Exception handling is a crucial aspect of building robust Spring Boot applications. The ProjectTemplateResponseEntityExceptionHandler class demonstrates a comprehensive approach to handling exceptions in a RESTful API. Let's break down this implementation and understand its components.

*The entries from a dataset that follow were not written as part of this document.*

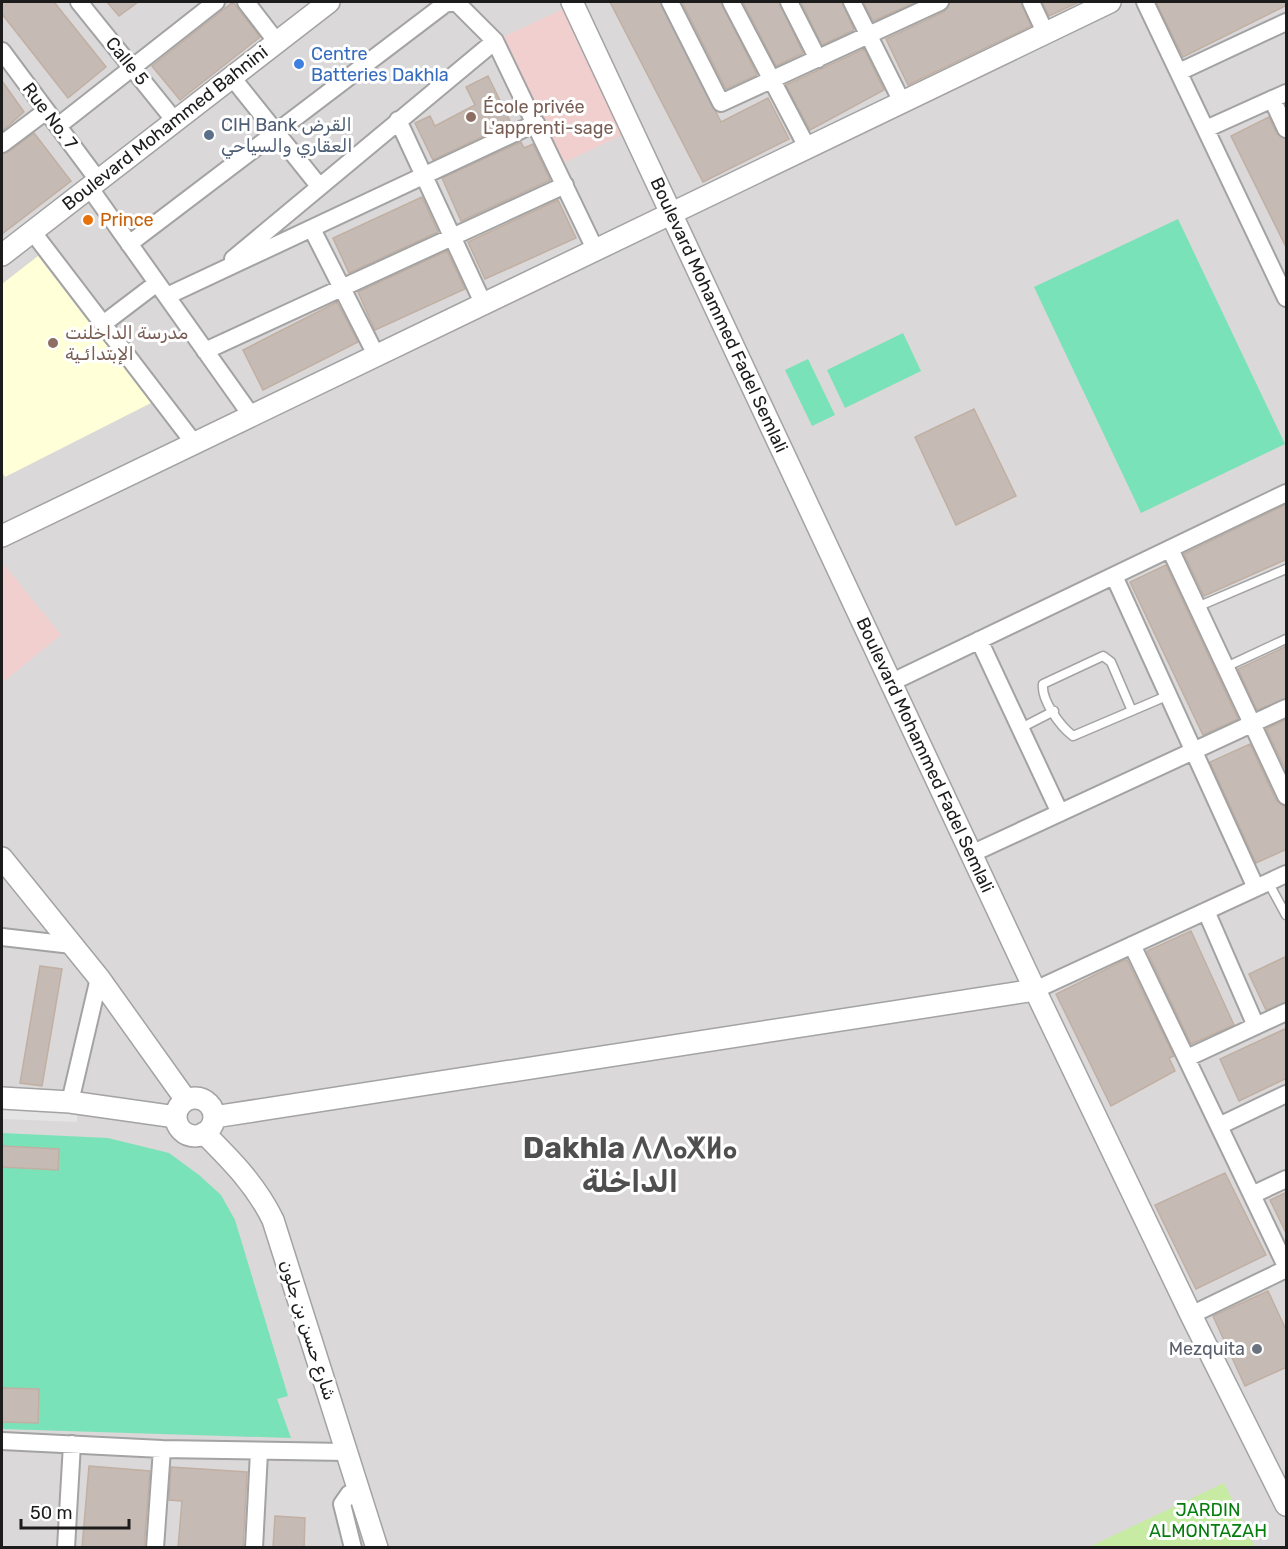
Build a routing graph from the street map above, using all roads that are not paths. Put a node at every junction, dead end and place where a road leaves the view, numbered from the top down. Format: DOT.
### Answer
graph roads {
  1 [pos="79,2"];
  2 [pos="216,2"];
  3 [pos="246,2"];
  4 [pos="329,2"];
  5 [pos="572,2"];
  6 [pos="670,2"];
  7 [pos="731,2"];
  8 [pos="789,2"];
  9 [pos="852,2"];
  10 [pos="940,2"];
  11 [pos="1031,2"];
  12 [pos="1110,2"];
  13 [pos="1145,2"];
  14 [pos="1287,22"];
  15 [pos="1045,32"];
  16 [pos="869,35"];
  17 [pos="276,41"];
  18 [pos="495,41"];
  19 [pos="2,51"];
  20 [pos="818,59"];
  21 [pos="132,68"];
  22 [pos="1179,72"];
  23 [pos="231,76"];
  24 [pos="773,81"];
  25 [pos="1279,96"];
  26 [pos="902,102"];
  27 [pos="46,111"];
  28 [pos="398,120"];
  29 [pos="175,121"];
  30 [pos="536,123"];
  31 [pos="58,126"];
  32 [pos="1206,129"];
  33 [pos="1287,129"];
  34 [pos="276,132"];
  35 [pos="2,144"];
  36 [pos="807,147"];
  37 [pos="424,177"];
  38 [pos="94,184"];
  39 [pos="565,184"];
  40 [pos="319,186"];
  41 [pos="672,213"];
  42 [pos="312,229"];
  43 [pos="32,231"];
  44 [pos="450,236"];
  45 [pos="129,244"];
  46 [pos="595,249"];
  47 [pos="2,255"];
  48 [pos="214,275"];
  49 [pos="341,287"];
  50 [pos="162,290"];
  51 [pos="1287,298"];
  52 [pos="483,303"];
  53 [pos="103,324"];
  54 [pos="205,351"];
  55 [pos="376,355"];
  56 [pos="251,415"];
  57 [pos="194,443"];
  58 [pos="1287,493"];
  59 [pos="4,531"];
  60 [pos="1170,549"];
  61 [pos="1287,569"];
  62 [pos="1114,576"];
  63 [pos="1197,607"];
  64 [pos="1287,639"];
  65 [pos="980,640"];
  66 [pos="1226,667"];
  67 [pos="890,683"];
  68 [pos="1168,695"];
  69 [pos="1287,708"];
  70 [pos="1054,711"];
  71 [pos="1132,711"];
  72 [pos="1252,724"];
  73 [pos="1021,728"];
  74 [pos="1194,751"];
  75 [pos="1285,789"];
  76 [pos="1060,813"];
  77 [pos="971,854"];
  78 [pos="2,858"];
  79 [pos="1287,874"];
  80 [pos="1262,885"];
  81 [pos="1206,911"];
  82 [pos="1287,915"];
  83 [pos="2,937"];
  84 [pos="72,945"];
  85 [pos="1132,945"];
  86 [pos="99,978"];
  87 [pos="1035,990"];
  88 [pos="1287,1012"];
  89 [pos="1256,1026"];
  90 [pos="1187,1058"];
  91 [pos="1287,1094"];
  92 [pos="2,1098"];
  93 [pos="70,1102"];
  94 [pos="181,1108"];
  95 [pos="209,1125"];
  96 [pos="1220,1126"];
  97 [pos="1287,1179"];
  98 [pos="1252,1195"];
  99 [pos="1287,1267"];
  100 [pos="1191,1315"];
  101 [pos="2,1441"];
  102 [pos="72,1444"];
  103 [pos="162,1449"];
  104 [pos="259,1452"];
  105 [pos="347,1452"];
  106 [pos="358,1489"];
  107 [pos="1287,1505"];
  108 [pos="66,1548"];
  109 [pos="155,1548"];
  110 [pos="254,1548"];
  111 [pos="353,1548"];
  112 [pos="376,1548"];
  1 -- 21 [label="street, Calle 5"];
  2 -- 21 [label="street"];
  3 -- 17 [label="street"];
  4 -- 17 [label="street, Boulevard Mohammed Bahnini"];
  5 -- 41 [label="street, Boulevard Mohammed Fadel Semlali"];
  6 -- 24 [label="street"];
  7 -- 24 [label="street"];
  8 -- 20 [label="street"];
  9 -- 16 [label="street"];
  10 -- 16 [label="street"];
  11 -- 15 [label="street"];
  12 -- 15 [label="street"];
  13 -- 22 [label="street"];
  14 -- 22 [label="street"];
  15 -- 26 [label="street"];
  16 -- 20 [label="street"];
  16 -- 26 [label="street"];
  17 -- 23 [label="street, Boulevard Mohammed Bahnini"];
  18 -- 28 [label="street"];
  18 -- 30 [label="street"];
  18 -- 34 [label="street"];
  19 -- 27 [label="street, Rue No. 7"];
  20 -- 24 [label="street"];
  21 -- 29 [label="street, Calle 5"];
  21 -- 31 [label="street"];
  22 -- 32 [label="street"];
  23 -- 29 [label="street, Boulevard Mohammed Bahnini"];
  23 -- 34 [label="street"];
  24 -- 36 [label="street"];
  25 -- 32 [label="street"];
  25 -- 33 [label="street"];
  26 -- 36 [label="street"];
  27 -- 31 [label="street, Rue No. 7"];
  27 -- 35 [label="street"];
  28 -- 37 [label="street"];
  28 -- 40 [label="street"];
  29 -- 38 [label="street, Boulevard Mohammed Bahnini"];
  30 -- 37 [label="street"];
  30 -- 39 [label="street"];
  31 -- 38 [label="street, Rue No. 7"];
  32 -- 51 [label="street"];
  34 -- 40 [label="street"];
  34 -- 45 [label="street"];
  36 -- 41 [label="street"];
  37 -- 42 [label="street"];
  37 -- 44 [label="street"];
  38 -- 43 [label="street, Boulevard Mohammed Bahnini"];
  38 -- 45 [label="street, Rue No. 7"];
  39 -- 44 [label="street"];
  39 -- 46 [label="street"];
  40 -- 48 [label="street"];
  41 -- 46 [label="street"];
  41 -- 67 [label="street, Boulevard Mohammed Fadel Semlali"];
  42 -- 48 [label="street"];
  42 -- 49 [label="street"];
  43 -- 47 [label="street, Boulevard Mohammed Bahnini"];
  43 -- 53 [label="street"];
  44 -- 49 [label="street"];
  44 -- 52 [label="street"];
  45 -- 50 [label="street, Rue No. 7"];
  46 -- 52 [label="street"];
  48 -- 50 [label="street"];
  49 -- 54 [label="street"];
  49 -- 55 [label="street"];
  50 -- 53 [label="street"];
  50 -- 54 [label="street, Rue No. 7"];
  52 -- 55 [label="street"];
  53 -- 57 [label="street"];
  54 -- 56 [label="street, Rue No. 7"];
  55 -- 56 [label="street"];
  56 -- 57 [label="street"];
  57 -- 59 [label="street"];
  58 -- 60 [label="street"];
  60 -- 62 [label="street"];
  60 -- 63 [label="street"];
  61 -- 63 [label="lane"];
  62 -- 65 [label="street"];
  62 -- 68 [label="street"];
  63 -- 66 [label="street"];
  64 -- 66 [label="lane"];
  65 -- 67 [label="street"];
  65 -- 73 [label="street"];
  66 -- 72 [label="street"];
  67 -- 77 [label="street, Boulevard Mohammed Fadel Semlali"];
  68 -- 71 [label="lane"];
  68 -- 74 [label="street"];
  69 -- 72 [label="street"];
  70 -- 71 [label="lane"];
  70 -- 71 [label="lane"];
  70 -- 73 [label="lane"];
  72 -- 74 [label="street"];
  72 -- 75 [label="street"];
  73 -- 76 [label="street"];
  74 -- 76 [label="street"];
  74 -- 80 [label="street"];
  76 -- 77 [label="street"];
  77 -- 87 [label="street, Boulevard Mohammed Fadel Semlali"];
  78 -- 84 [label="street"];
  79 -- 80 [label="street"];
  80 -- 81 [label="street"];
  80 -- 82 [label="lane"];
  81 -- 85 [label="street"];
  81 -- 89 [label="street"];
  83 -- 84 [label="street"];
  84 -- 86 [label="street"];
  85 -- 87 [label="street"];
  85 -- 90 [label="street"];
  86 -- 93 [label="street"];
  86 -- 94 [label="street"];
  87 -- 95 [label="street"];
  87 -- 100 [label="street, Boulevard Mohammed Fadel Semlali"];
  88 -- 89 [label="street"];
  89 -- 90 [label="street"];
  90 -- 96 [label="street"];
  91 -- 96 [label="street"];
  92 -- 93 [label="street"];
  93 -- 94 [label="street"];
  94 -- 95 [label="street"];
  94 -- 95 [label="street"];
  95 -- 105 [label="street, شارع حسن بن جلون"];
  96 -- 98 [label="street"];
  97 -- 98 [label="street"];
  98 -- 99 [label="street"];
  99 -- 100 [label="street"];
  100 -- 107 [label="street, Boulevard Mohammed Fadel Semlali"];
  101 -- 102 [label="street"];
  102 -- 103 [label="street"];
  102 -- 108 [label="street"];
  103 -- 104 [label="street"];
  103 -- 109 [label="street"];
  104 -- 105 [label="street"];
  104 -- 110 [label="street"];
  105 -- 106 [label="street, شارع حسن بن جلون"];
  106 -- 111 [label="street"];
  106 -- 112 [label="street, شارع حسن بن جلون"];
}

The Base Exception Handler

The ResponseEntityExceptionHandler is a convenient base class that provides centralized exception handling across all @RequestMapping methods through @ExceptionHandler methods.

Key Components

1. Class Definition

@Slf4j
@ControllerAdvice("com.project.template.rest")
public class ProjectTemplateResponseEntityExceptionHandler
extends ResponseEntityExceptionHandler {
// Implementation
}
  • @Slf4j: Lombok annotation for logging
  • @ControllerAdvice: Defines global exception handling for controllers in the specified package
  • Extends ResponseEntityExceptionHandler for default Spring MVC exception handling

2. Dependencies

private final ErrorAttributes errorAttributes;

public ProjectTemplateResponseEntityExceptionHandler(ErrorAttributes errorAttributes) {
super();
this.errorAttributes = errorAttributes;
}
  • ErrorAttributes: Provides access to error attributes which can be logged or returned to the client

Exception Handling Methods

1. Constraint Violation Exception

@ExceptionHandler
public ResponseEntity<Object> handleConstraintViolationException(
ConstraintViolationException e, WebRequest request) {
return handleExceptionInternal(e, new HttpHeaders(), HttpStatus.BAD_REQUEST, request);
}
  • Handles validation exceptions (e.g., @Valid failures)
  • Returns HTTP 400 Bad Request

2. Resource Not Found Exception

@ExceptionHandler
public ResponseEntity<Object> handleResourceNotFoundException(
ResourceNotFoundException e, WebRequest request) {
return handleExceptionInternal(e, new HttpHeaders(), HttpStatus.NOT_FOUND, request);
}
  • Handles cases when a requested resource is not found
  • Returns HTTP 404 Not Found

Core Exception Handling Logic

1. Main Exception Handler

@Override
@NonNull
protected ResponseEntity<Object> handleExceptionInternal(
@NonNull Exception ex,
@Nullable Object additionalBody,
@NonNull HttpHeaders headers,
HttpStatusCode status,
@NonNull WebRequest request) {

// Get error attributes with binding errors and message
Map<String, Object> body = errorAttributes.getErrorAttributes(
request,
of(BINDING_ERRORS, MESSAGE)
);

// Extract status details
HttpStatus httpStatus = HttpStatus.valueOf(status.value());
String reasonPhrase = httpStatus.getReasonPhrase();

// Enhance error response
body.put("error", reasonPhrase);
body.put("path", request.getDescription(false));
body.put("status", status.value());

// Include additional error details if provided
if (additionalBody instanceof Map<?, ?> additionalBodyAsMap) {
additionalBodyAsMap.forEach((key, value) -> body.put(String.valueOf(key), value));
}

return Objects.requireNonNull(
super.handleExceptionInternal(ex, body, headers, httpStatus, request)
);
}

2. Convenience Method

private ResponseEntity<Object> handleExceptionInternal(
Exception ex,
HttpHeaders headers,
HttpStatusCode status,
WebRequest request) {

return this.handleExceptionInternal(ex, null, headers, status, request);
}

Error Response Structure

The error response includes:

  • error: HTTP status reason phrase
  • path: Request path that caused the error
  • status: HTTP status code
  • Additional validation errors (if any)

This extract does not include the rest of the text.